Problem requirements:
Could you repeat all of the entries word for word, minus any pictures?

(Collected data)

>>>

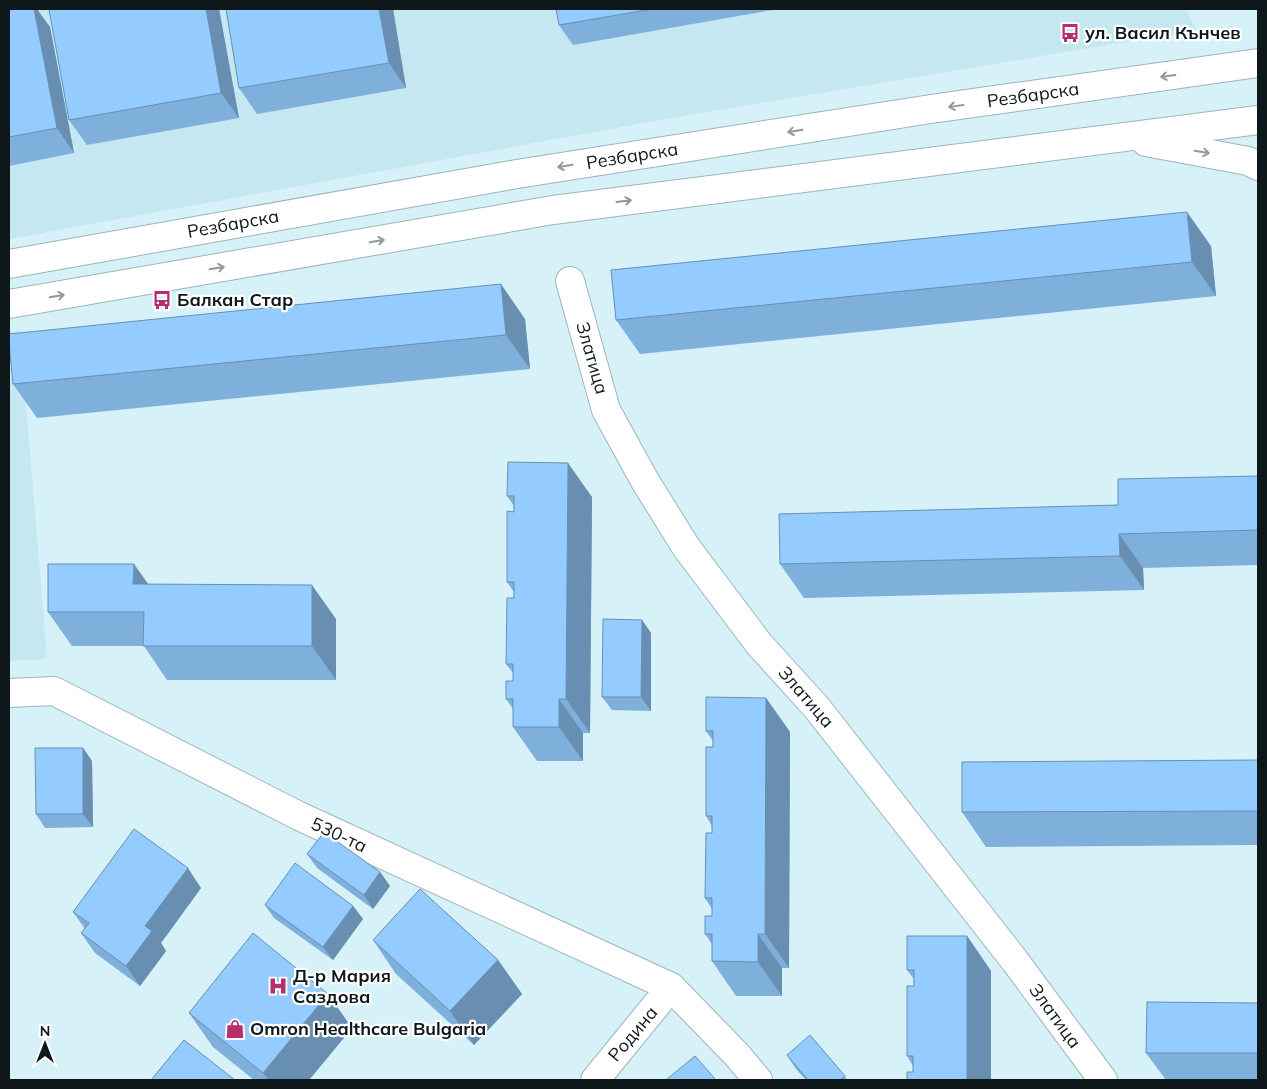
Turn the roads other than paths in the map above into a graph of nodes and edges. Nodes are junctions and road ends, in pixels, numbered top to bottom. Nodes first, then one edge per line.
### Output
1 (1258, 63) edge
2 (1258, 120) edge
3 (1120, 137) junction
4 (1258, 166) edge
5 (9, 264) edge
6 (570, 281) dead end
7 (9, 304) edge
8 (9, 693) edge
9 (671, 988) junction
10 (595, 1080) edge
11 (758, 1080) edge
12 (1103, 1080) edge

1 -> 5 street, Резбарска
2 - 3 street
3 -> 4 street
7 -> 3 street
6 - 12 street, Златица
8 - 9 street, 530-та
9 - 10 street, Родина
9 - 11 street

<<<

Your response:
Turn the roads other than paths in the map above into a graph of nodes and edges. Nodes are junctions and road ends, in pixels, numbered top to bottom. Nodes first, then one edge per line.
### Output
1 (1258, 63) edge
2 (1258, 120) edge
3 (1120, 137) junction
4 (1258, 166) edge
5 (9, 264) edge
6 (570, 281) dead end
7 (9, 304) edge
8 (9, 693) edge
9 (671, 988) junction
10 (595, 1080) edge
11 (758, 1080) edge
12 (1103, 1080) edge

1 -> 5 street, Резбарска
2 - 3 street
3 -> 4 street
7 -> 3 street
6 - 12 street, Златица
8 - 9 street, 530-та
9 - 10 street, Родина
9 - 11 street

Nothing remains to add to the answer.